◆ **Goal of the exercise**: Look over the data below and give the number of lines containing the word "main", with no other words.

(Dataset entries)
#####

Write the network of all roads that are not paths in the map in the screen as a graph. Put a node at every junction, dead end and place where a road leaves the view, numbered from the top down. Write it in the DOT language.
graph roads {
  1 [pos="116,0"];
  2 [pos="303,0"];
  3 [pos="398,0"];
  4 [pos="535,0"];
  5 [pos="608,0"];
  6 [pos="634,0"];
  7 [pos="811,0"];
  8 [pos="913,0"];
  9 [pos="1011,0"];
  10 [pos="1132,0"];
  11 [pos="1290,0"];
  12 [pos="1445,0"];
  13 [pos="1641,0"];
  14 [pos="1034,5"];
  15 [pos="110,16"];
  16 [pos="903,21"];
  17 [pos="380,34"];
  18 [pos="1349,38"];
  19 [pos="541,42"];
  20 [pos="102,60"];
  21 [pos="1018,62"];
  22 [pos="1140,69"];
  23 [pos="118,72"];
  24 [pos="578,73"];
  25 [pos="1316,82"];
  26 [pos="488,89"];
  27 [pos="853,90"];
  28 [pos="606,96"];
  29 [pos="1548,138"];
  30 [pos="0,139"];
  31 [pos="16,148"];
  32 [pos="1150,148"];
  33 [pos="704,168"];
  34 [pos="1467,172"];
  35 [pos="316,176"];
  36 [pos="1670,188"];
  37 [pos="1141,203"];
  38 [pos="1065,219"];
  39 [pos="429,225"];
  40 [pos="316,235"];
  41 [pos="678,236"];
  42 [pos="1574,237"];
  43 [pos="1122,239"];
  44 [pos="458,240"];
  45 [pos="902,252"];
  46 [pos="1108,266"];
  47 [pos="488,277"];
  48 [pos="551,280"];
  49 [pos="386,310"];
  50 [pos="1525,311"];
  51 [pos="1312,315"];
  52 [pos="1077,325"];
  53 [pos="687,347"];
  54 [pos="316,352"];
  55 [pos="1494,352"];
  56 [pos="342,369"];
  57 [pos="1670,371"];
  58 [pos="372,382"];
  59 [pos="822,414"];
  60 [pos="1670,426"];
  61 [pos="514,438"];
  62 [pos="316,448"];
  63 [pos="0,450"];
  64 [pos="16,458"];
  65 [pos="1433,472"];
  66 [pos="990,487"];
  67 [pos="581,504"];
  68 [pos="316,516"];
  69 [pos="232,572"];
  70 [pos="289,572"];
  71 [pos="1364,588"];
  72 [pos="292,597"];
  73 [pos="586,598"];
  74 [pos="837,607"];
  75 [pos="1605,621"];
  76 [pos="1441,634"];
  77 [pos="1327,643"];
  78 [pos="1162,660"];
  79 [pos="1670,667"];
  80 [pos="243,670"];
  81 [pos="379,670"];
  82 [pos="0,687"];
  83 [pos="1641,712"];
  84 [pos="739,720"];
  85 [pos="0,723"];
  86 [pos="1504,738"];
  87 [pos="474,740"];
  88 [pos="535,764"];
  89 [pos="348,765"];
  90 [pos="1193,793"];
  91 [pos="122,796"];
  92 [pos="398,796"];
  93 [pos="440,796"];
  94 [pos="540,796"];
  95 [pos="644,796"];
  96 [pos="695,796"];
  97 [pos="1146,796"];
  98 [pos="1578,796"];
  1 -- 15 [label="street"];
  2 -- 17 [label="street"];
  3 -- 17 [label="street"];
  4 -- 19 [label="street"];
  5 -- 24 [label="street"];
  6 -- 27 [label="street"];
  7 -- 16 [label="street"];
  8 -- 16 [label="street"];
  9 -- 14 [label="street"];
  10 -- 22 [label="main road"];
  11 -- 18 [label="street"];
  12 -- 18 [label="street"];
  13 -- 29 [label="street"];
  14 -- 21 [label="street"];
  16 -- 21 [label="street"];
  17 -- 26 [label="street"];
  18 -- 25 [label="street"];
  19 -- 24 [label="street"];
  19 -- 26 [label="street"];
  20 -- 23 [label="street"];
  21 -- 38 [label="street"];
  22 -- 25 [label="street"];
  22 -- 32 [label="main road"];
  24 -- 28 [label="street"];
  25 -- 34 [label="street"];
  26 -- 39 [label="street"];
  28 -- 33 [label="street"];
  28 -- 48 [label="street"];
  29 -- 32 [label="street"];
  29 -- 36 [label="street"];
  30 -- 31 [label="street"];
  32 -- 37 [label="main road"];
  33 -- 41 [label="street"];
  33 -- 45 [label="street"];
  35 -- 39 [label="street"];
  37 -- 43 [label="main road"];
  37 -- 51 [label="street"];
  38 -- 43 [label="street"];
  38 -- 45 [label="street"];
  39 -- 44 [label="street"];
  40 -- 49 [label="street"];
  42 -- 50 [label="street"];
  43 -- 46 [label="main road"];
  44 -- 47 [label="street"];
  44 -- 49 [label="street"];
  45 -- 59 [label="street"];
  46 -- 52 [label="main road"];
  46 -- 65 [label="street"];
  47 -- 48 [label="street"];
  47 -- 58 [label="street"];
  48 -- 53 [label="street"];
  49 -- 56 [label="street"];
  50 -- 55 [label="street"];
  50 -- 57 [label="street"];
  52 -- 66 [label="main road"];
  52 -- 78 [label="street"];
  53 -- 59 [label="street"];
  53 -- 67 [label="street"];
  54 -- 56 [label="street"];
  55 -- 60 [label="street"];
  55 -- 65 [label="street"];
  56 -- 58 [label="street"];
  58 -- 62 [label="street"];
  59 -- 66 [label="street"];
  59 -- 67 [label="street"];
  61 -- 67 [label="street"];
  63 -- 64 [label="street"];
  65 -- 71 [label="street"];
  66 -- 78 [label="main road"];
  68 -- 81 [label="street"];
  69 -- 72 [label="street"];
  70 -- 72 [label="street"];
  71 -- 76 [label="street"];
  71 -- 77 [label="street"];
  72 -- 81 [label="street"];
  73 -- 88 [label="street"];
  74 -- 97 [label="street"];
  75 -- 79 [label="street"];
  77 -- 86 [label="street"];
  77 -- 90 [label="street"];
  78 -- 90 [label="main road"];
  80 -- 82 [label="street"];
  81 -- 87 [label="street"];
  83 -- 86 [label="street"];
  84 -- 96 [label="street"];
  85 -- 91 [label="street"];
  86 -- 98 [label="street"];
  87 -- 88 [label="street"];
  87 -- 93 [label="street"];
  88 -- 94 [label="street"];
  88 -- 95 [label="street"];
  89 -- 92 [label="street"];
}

#####

◆ **Written response**: 9